• **TASK TO COMPLETE**: For the entries below, how many lines contain the word "joint"? Reply with the number and nothing else.

━━ EXTRACTED RECORDS ━━

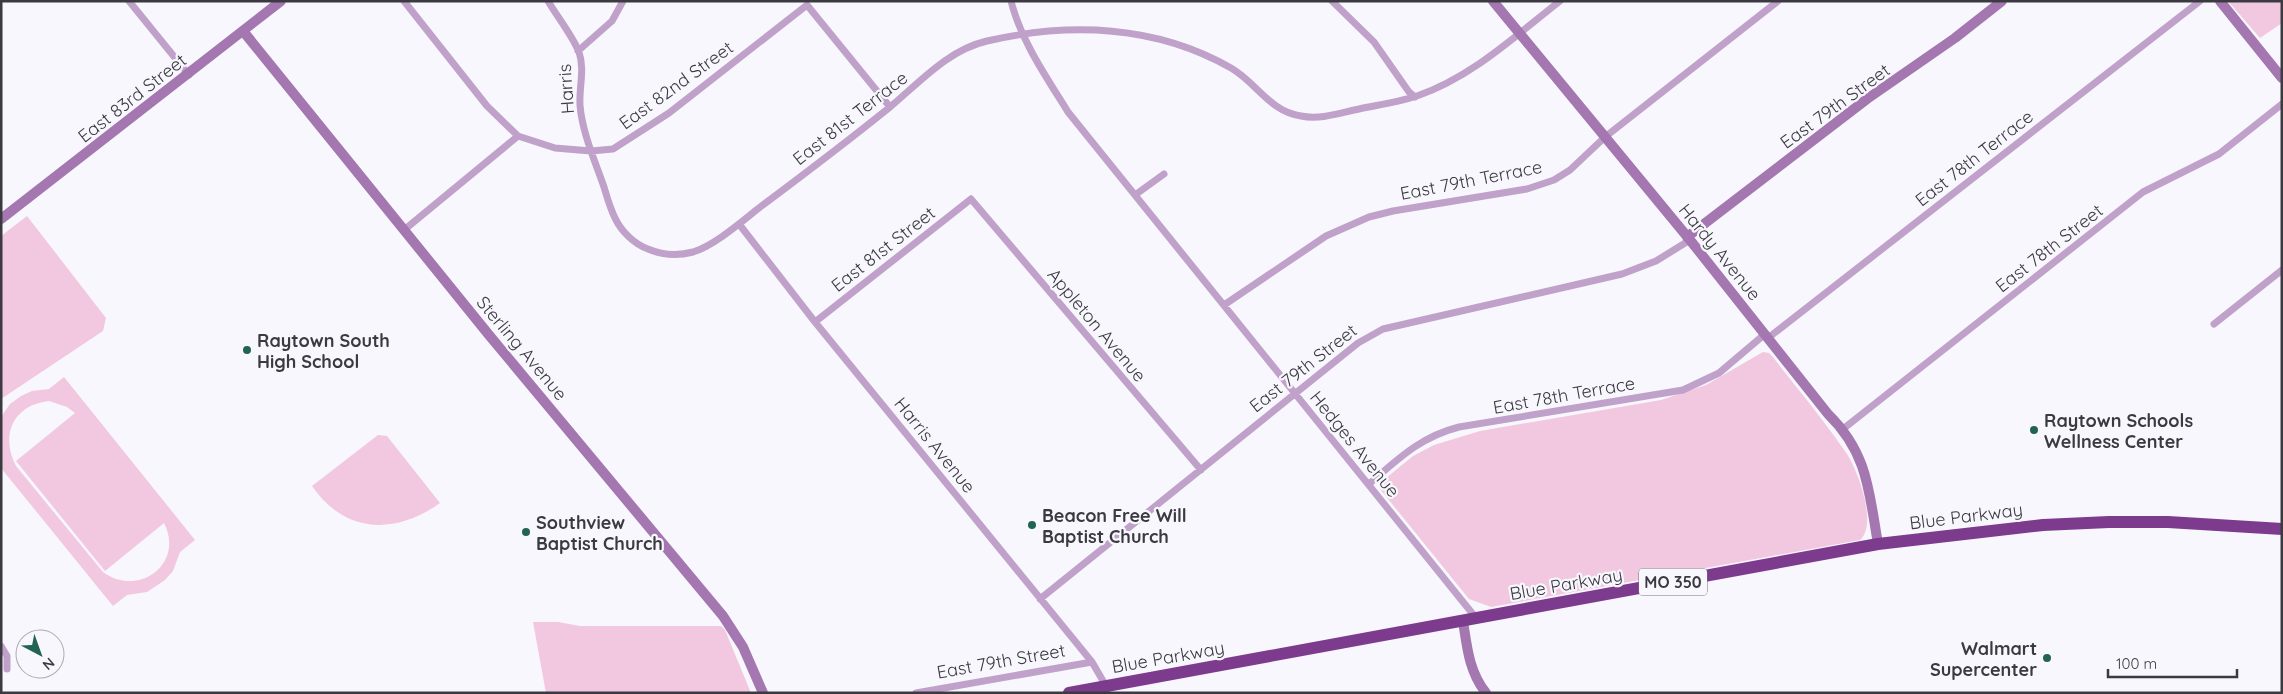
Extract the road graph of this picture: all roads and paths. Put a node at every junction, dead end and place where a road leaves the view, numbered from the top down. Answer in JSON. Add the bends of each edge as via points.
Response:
{"nodes":[{"id":1,"x":129,"y":1,"type":"edge"},
{"id":2,"x":281,"y":1,"type":"edge"},
{"id":3,"x":404,"y":1,"type":"edge"},
{"id":4,"x":548,"y":1,"type":"edge"},
{"id":5,"x":623,"y":1,"type":"edge"},
{"id":6,"x":1012,"y":1,"type":"edge"},
{"id":7,"x":1332,"y":1,"type":"edge"},
{"id":8,"x":1493,"y":1,"type":"edge"},
{"id":9,"x":1560,"y":1,"type":"edge"},
{"id":10,"x":1778,"y":1,"type":"edge"},
{"id":11,"x":2002,"y":1,"type":"edge"},
{"id":12,"x":2200,"y":1,"type":"edge"},
{"id":13,"x":2220,"y":1,"type":"edge"},
{"id":14,"x":243,"y":31,"type":"junction"},
{"id":15,"x":1023,"y":33,"type":"junction"},
{"id":16,"x":1519,"y":33,"type":"junction"},
{"id":17,"x":578,"y":51,"type":"junction"},
{"id":18,"x":189,"y":75,"type":"junction"},
{"id":19,"x":2282,"y":78,"type":"edge"},
{"id":20,"x":1415,"y":97,"type":"junction"},
{"id":21,"x":2282,"y":104,"type":"edge"},
{"id":22,"x":890,"y":107,"type":"junction"},
{"id":23,"x":518,"y":136,"type":"junction"},
{"id":24,"x":1605,"y":137,"type":"junction"},
{"id":25,"x":591,"y":151,"type":"junction"},
{"id":26,"x":1164,"y":174,"type":"dead end"},
{"id":27,"x":1135,"y":195,"type":"junction"},
{"id":28,"x":971,"y":196,"type":"joint"},
{"id":29,"x":1,"y":219,"type":"edge"},
{"id":30,"x":739,"y":224,"type":"junction"},
{"id":31,"x":404,"y":230,"type":"junction"},
{"id":32,"x":1689,"y":239,"type":"junction"},
{"id":33,"x":705,"y":247,"type":"joint"},
{"id":34,"x":2282,"y":270,"type":"edge"},
{"id":35,"x":1224,"y":305,"type":"junction"},
{"id":36,"x":815,"y":322,"type":"junction"},
{"id":37,"x":2214,"y":324,"type":"dead end"},
{"id":38,"x":1766,"y":336,"type":"junction"},
{"id":39,"x":1296,"y":394,"type":"junction"},
{"id":40,"x":1844,"y":429,"type":"junction"},
{"id":41,"x":1201,"y":470,"type":"junction"},
{"id":42,"x":1369,"y":484,"type":"junction"},
{"id":43,"x":2282,"y":529,"type":"edge"},
{"id":44,"x":1878,"y":544,"type":"junction"},
{"id":45,"x":1040,"y":599,"type":"junction"},
{"id":46,"x":1476,"y":618,"type":"junction"},
{"id":47,"x":1463,"y":621,"type":"junction"},
{"id":48,"x":1,"y":646,"type":"edge"},
{"id":49,"x":1092,"y":662,"type":"junction"},
{"id":50,"x":8,"y":669,"type":"dead end"},
{"id":51,"x":1107,"y":689,"type":"edge"},
{"id":52,"x":763,"y":693,"type":"edge"},
{"id":53,"x":916,"y":693,"type":"edge"},
{"id":54,"x":1068,"y":693,"type":"edge"},
{"id":55,"x":1486,"y":693,"type":"edge"}],
"edges":[{"from":1,"to":18,"type":"street"},
{"from":2,"to":14,"type":"street","name":"East 83rd Street"},
{"from":3,"to":23,"type":"street","via":[[487,106]]},
{"from":4,"to":17,"type":"street","name":"Harris"},
{"from":5,"to":17,"type":"street","via":[[612,21]]},
{"from":6,"to":15,"type":"street","name":"Hedges Avenue"},
{"from":7,"to":20,"type":"street","via":[[1374,42]]},
{"from":8,"to":16,"type":"street","name":"Hardy Avenue"},
{"from":9,"to":16,"type":"street","name":"East 81st Terrace"},
{"from":10,"to":24,"type":"street","name":"East 79th Terrace"},
{"from":11,"to":32,"type":"street","name":"East 79th Street","via":[[1867,99]]},
{"from":12,"to":38,"type":"street","name":"East 78th Terrace"},
{"from":13,"to":19,"type":"street"},
{"from":14,"to":18,"type":"street","name":"East 83rd Street"},
{"from":14,"to":31,"type":"street","name":"Sterling Avenue"},
{"from":15,"to":20,"type":"street","name":"East 81st Terrace","via":[[1098,29],[1171,43],[1234,70],[1275,106],[1301,116],[1321,117]]},
{"from":15,"to":22,"type":"street","name":"East 81st Terrace","via":[[979,43],[958,52]]},
{"from":15,"to":27,"type":"street","name":"Hedges Avenue","via":[[1068,112]]},
{"from":16,"to":20,"type":"street","name":"East 81st Terrace","via":[[1466,72]]},
{"from":16,"to":24,"type":"street","name":"Hardy Avenue"},
{"from":17,"to":25,"type":"street","name":"Harris","via":[[583,71],[580,108]]},
{"from":18,"to":29,"type":"street","name":"East 83rd Street"},
{"from":21,"to":40,"type":"street","name":"East 78th Street","via":[[2219,154],[2143,192]]},
{"from":22,"to":25,"type":"street","name":"East 82nd Street","via":[[807,5],[669,113],[613,149]]},
{"from":22,"to":30,"type":"street","name":"East 81st Terrace"},
{"from":23,"to":25,"type":"street","name":"East 82nd Street","via":[[555,148]]},
{"from":23,"to":31,"type":"street"},
{"from":24,"to":32,"type":"street","name":"Hardy Avenue"},
{"from":24,"to":35,"type":"street","name":"East 79th Terrace","via":[[1570,170],[1541,185],[1393,211],[1346,226]]},
{"from":25,"to":33,"type":"street","name":"Harris","via":[[615,220],[626,234],[645,248],[667,254],[690,253]]},
{"from":26,"to":27,"type":"street"},
{"from":27,"to":35,"type":"street","name":"Hedges Avenue"},
{"from":28,"to":36,"type":"street","name":"East 81st Street"},
{"from":28,"to":41,"type":"street","name":"Appleton Avenue"},
{"from":30,"to":33,"type":"street","name":"East 81st Terrace"},
{"from":30,"to":36,"type":"street","name":"Harris Avenue"},
{"from":31,"to":52,"type":"street","name":"Sterling Avenue","via":[[723,616],[743,647]]},
{"from":32,"to":38,"type":"street","name":"Hardy Avenue"},
{"from":32,"to":39,"type":"street","name":"East 79th Street","via":[[1656,261],[1622,274],[1383,329],[1358,343]]},
{"from":34,"to":37,"type":"street"},
{"from":35,"to":39,"type":"street","name":"Hedges Avenue"},
{"from":36,"to":45,"type":"street","name":"Harris Avenue"},
{"from":38,"to":40,"type":"street","name":"Hardy Avenue","via":[[1828,414]]},
{"from":38,"to":42,"type":"street","name":"East 78th Terrace","via":[[1719,373],[1683,390],[1438,432],[1416,444]]},
{"from":39,"to":41,"type":"street","name":"East 79th Street"},
{"from":39,"to":42,"type":"street","name":"Hedges Avenue"},
{"from":40,"to":44,"type":"street","name":"Hardy Avenue","via":[[1866,475]]},
{"from":41,"to":45,"type":"street","name":"East 79th Street"},
{"from":42,"to":46,"type":"street","name":"Hedges Avenue"},
{"from":43,"to":44,"type":"highway","name":"Blue Parkway","number":"MO 350","via":[[2109,522],[2043,525]]},
{"from":44,"to":46,"type":"highway","name":"Blue Parkway","number":"MO 350"},
{"from":45,"to":49,"type":"street","name":"Harris Avenue"},
{"from":46,"to":47,"type":"highway","name":"Blue Parkway","number":"MO 350"},
{"from":47,"to":51,"type":"highway","name":"Blue Parkway","number":"MO 350"},
{"from":47,"to":55,"type":"street","via":[[1472,670]]},
{"from":48,"to":50,"type":"street","via":[[7,656]]},
{"from":49,"to":51,"type":"street","name":"Harris Avenue"},
{"from":49,"to":53,"type":"street","name":"East 79th Street"},
{"from":51,"to":54,"type":"highway","name":"Blue Parkway","number":"MO 350"}]}
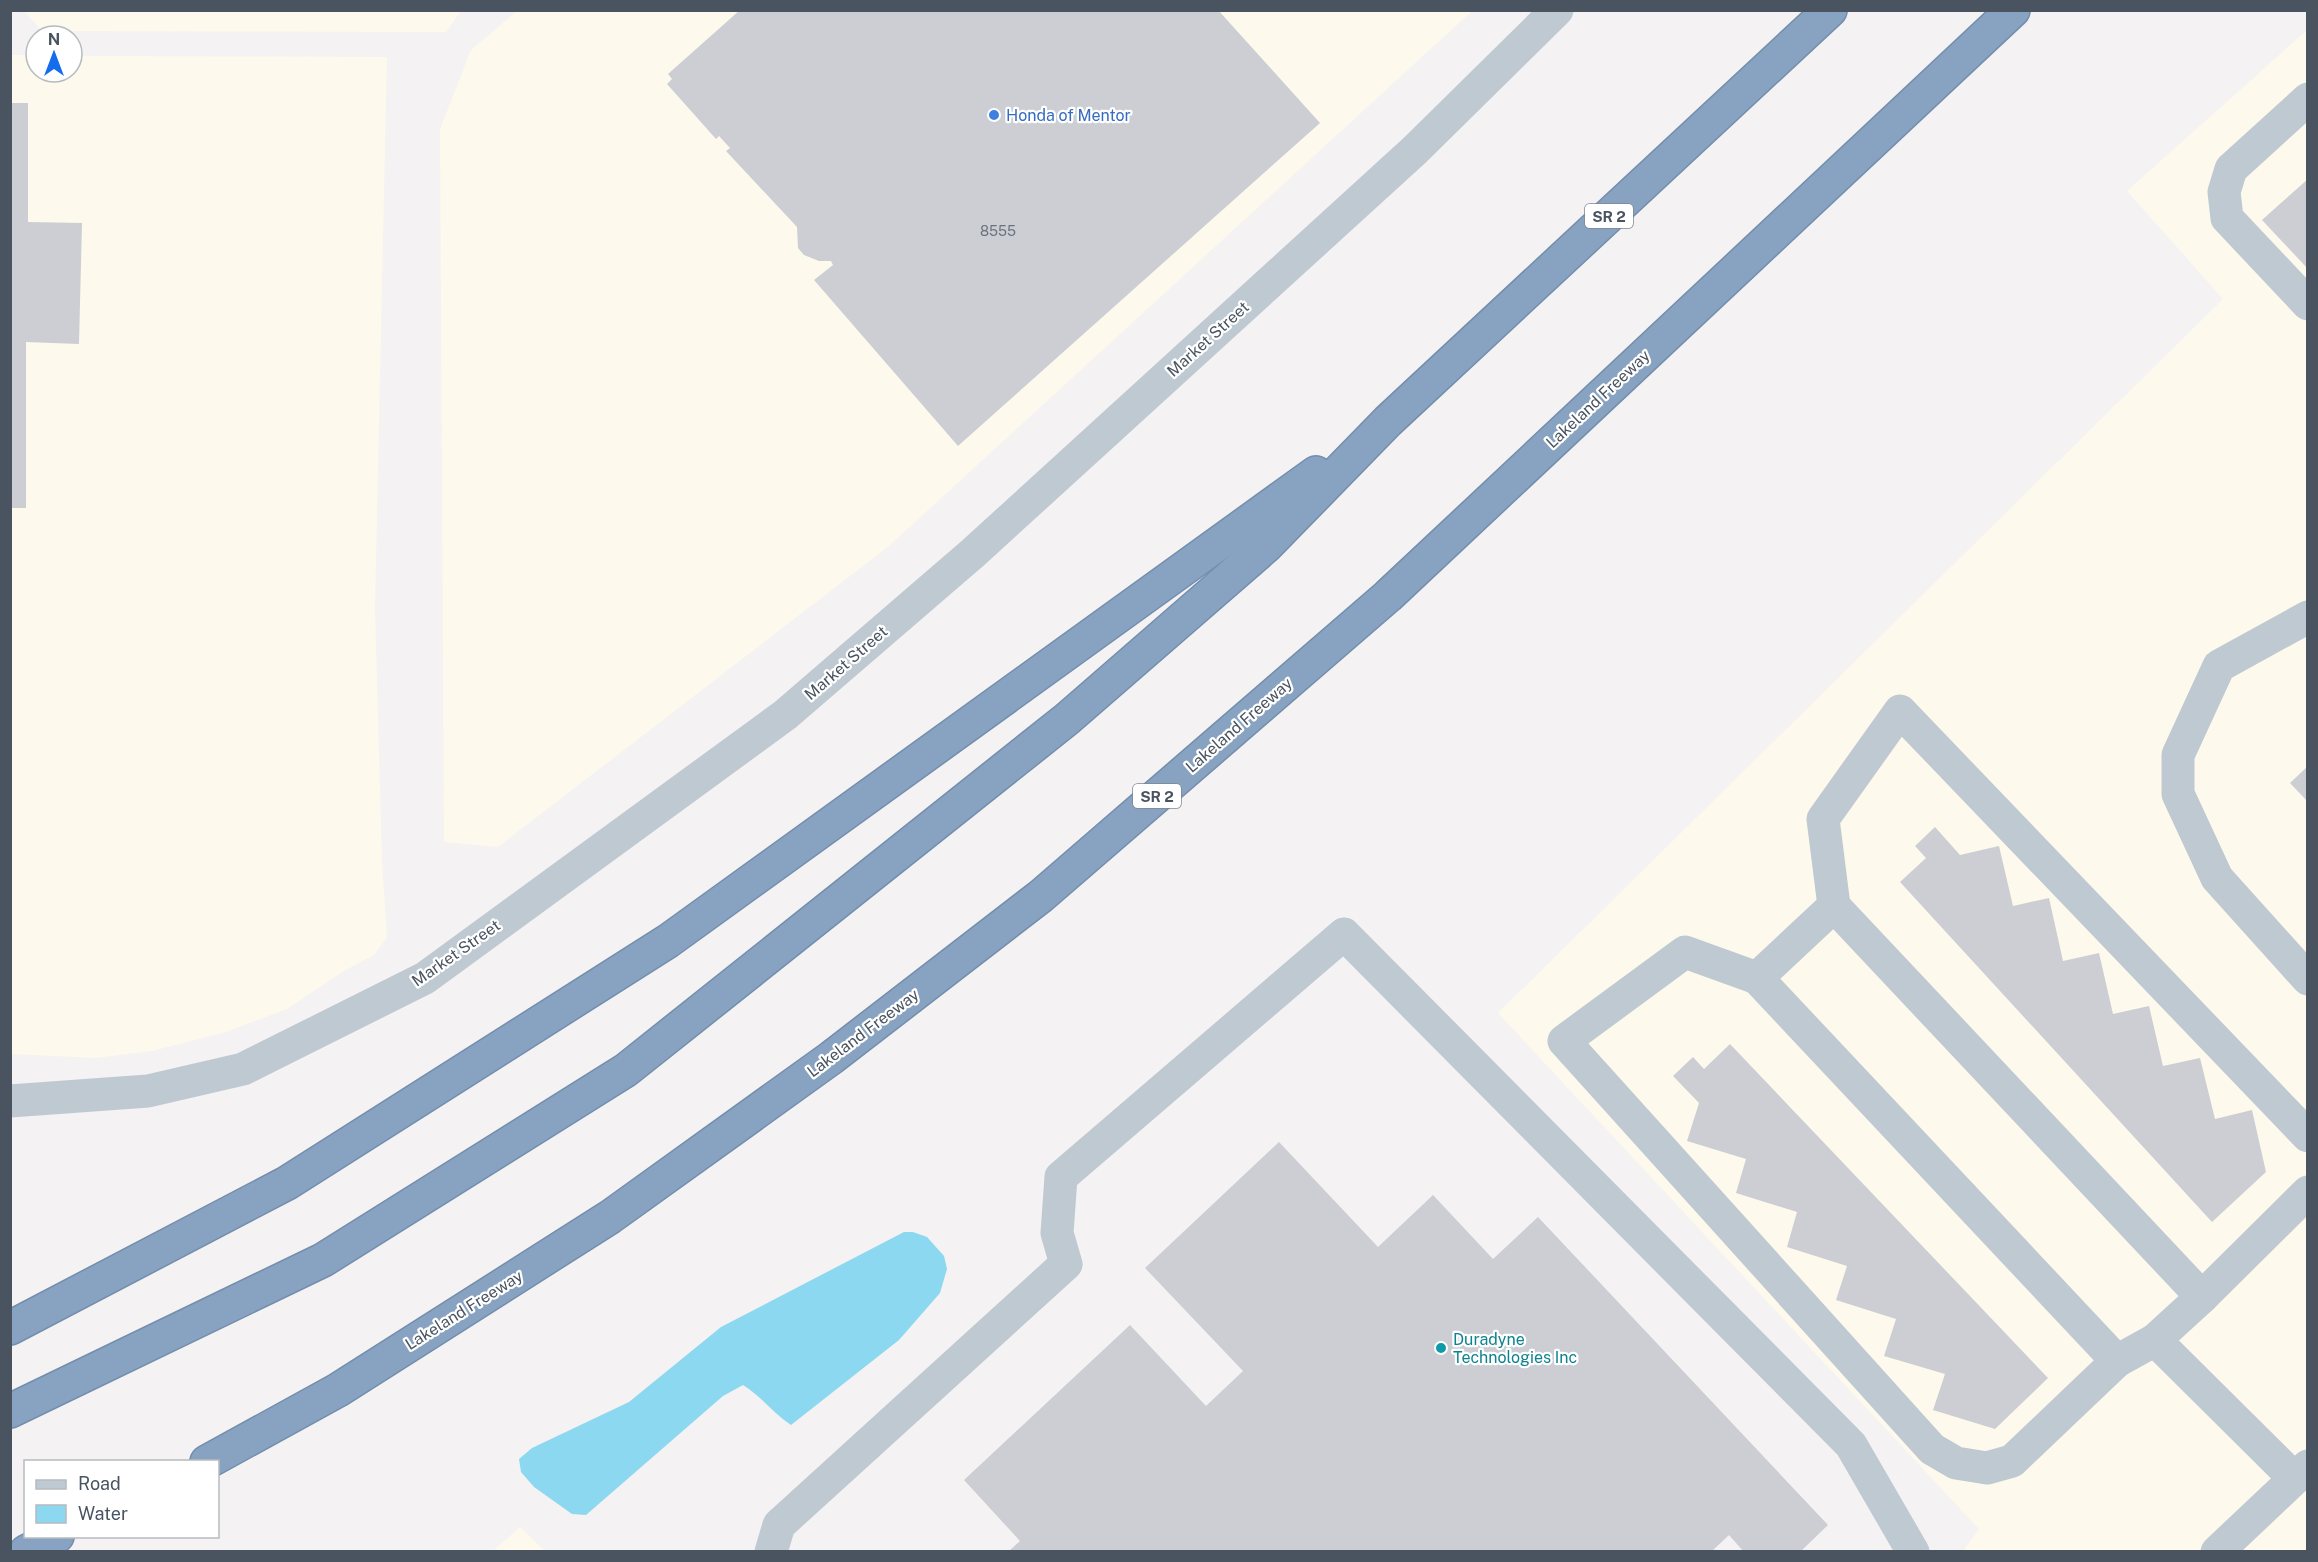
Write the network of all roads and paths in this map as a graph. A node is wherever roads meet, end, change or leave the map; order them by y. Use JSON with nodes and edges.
{"nodes":[{"id":1,"x":1557,"y":10,"type":"edge"},
{"id":2,"x":1830,"y":10,"type":"edge"},
{"id":3,"x":2013,"y":10,"type":"edge"},
{"id":4,"x":2307,"y":99,"type":"edge"},
{"id":5,"x":2307,"y":304,"type":"edge"},
{"id":6,"x":1388,"y":421,"type":"junction"},
{"id":7,"x":2307,"y":617,"type":"edge"},
{"id":8,"x":1834,"y":906,"type":"junction"},
{"id":9,"x":1757,"y":978,"type":"junction"},
{"id":10,"x":2307,"y":979,"type":"edge"},
{"id":11,"x":10,"y":1101,"type":"edge"},
{"id":12,"x":2307,"y":1137,"type":"edge"},
{"id":13,"x":2307,"y":1192,"type":"edge"},
{"id":14,"x":2202,"y":1297,"type":"junction"},
{"id":15,"x":10,"y":1328,"type":"edge"},
{"id":16,"x":2155,"y":1340,"type":"junction"},
{"id":17,"x":2117,"y":1361,"type":"junction"},
{"id":18,"x":10,"y":1411,"type":"edge"},
{"id":19,"x":209,"y":1460,"type":"edge"},
{"id":20,"x":2301,"y":1472,"type":"edge"},
{"id":21,"x":53,"y":1538,"type":"edge"},
{"id":22,"x":26,"y":1551,"type":"edge"},
{"id":23,"x":771,"y":1551,"type":"edge"},
{"id":24,"x":1913,"y":1551,"type":"edge"},
{"id":25,"x":2217,"y":1551,"type":"edge"}],
"edges":[{"from":1,"to":11,"type":"street","name":"Market Street"},
{"from":2,"to":6,"type":"highway","number":"SR 2"},
{"from":3,"to":19,"type":"highway","name":"Lakeland Freeway","number":"SR 2"},
{"from":4,"to":5,"type":"street"},
{"from":6,"to":15,"type":"highway"},
{"from":6,"to":18,"type":"highway","number":"SR 2"},
{"from":7,"to":10,"type":"street"},
{"from":8,"to":9,"type":"street"},
{"from":8,"to":12,"type":"street"},
{"from":8,"to":14,"type":"street"},
{"from":9,"to":17,"type":"street"},
{"from":9,"to":17,"type":"street"},
{"from":13,"to":14,"type":"street"},
{"from":14,"to":16,"type":"street"},
{"from":16,"to":17,"type":"street"},
{"from":16,"to":20,"type":"street"},
{"from":20,"to":25,"type":"street"},
{"from":21,"to":22,"type":"highway"},
{"from":23,"to":24,"type":"street"}]}
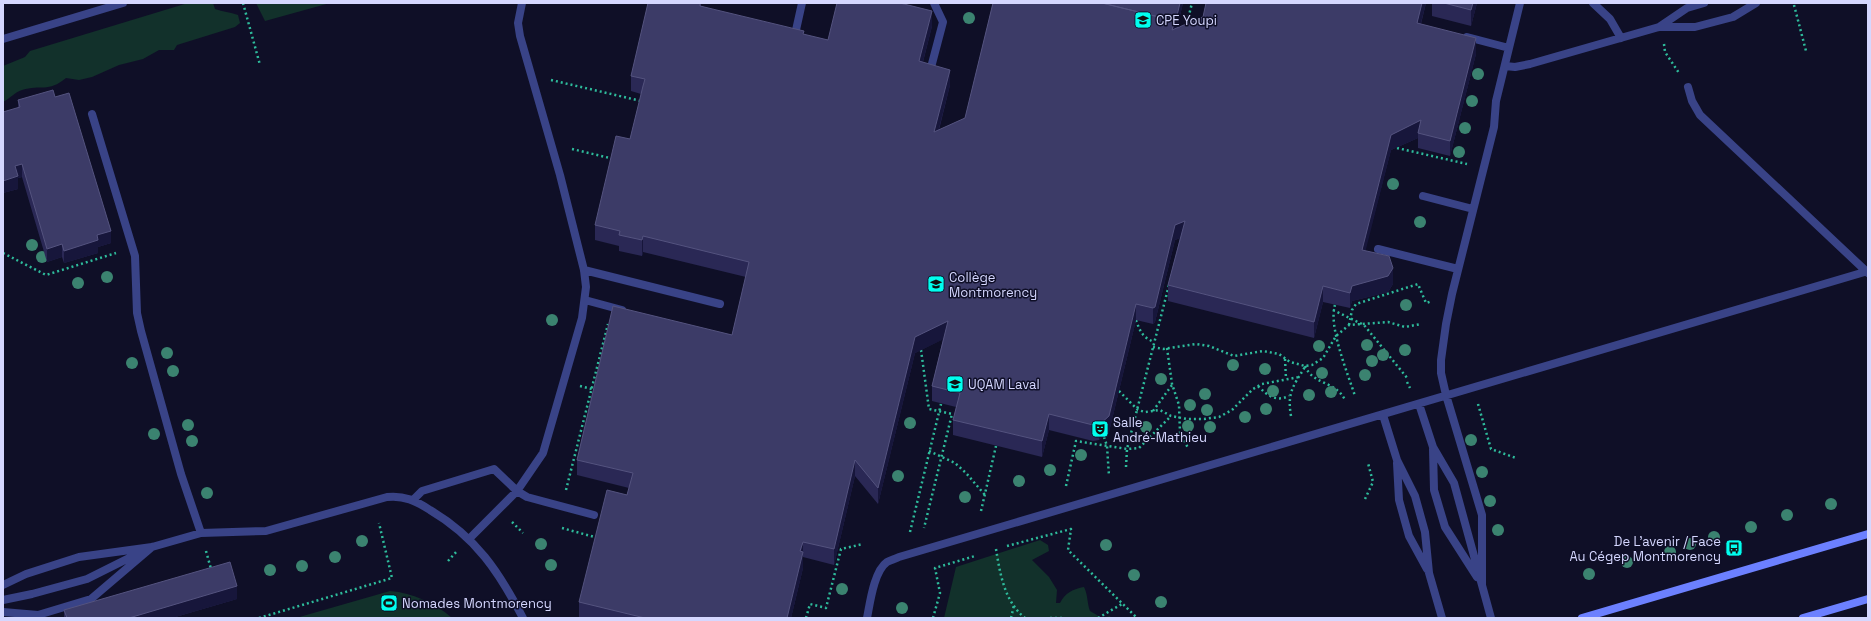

━━━

• **WRITTEN REPLY**: 2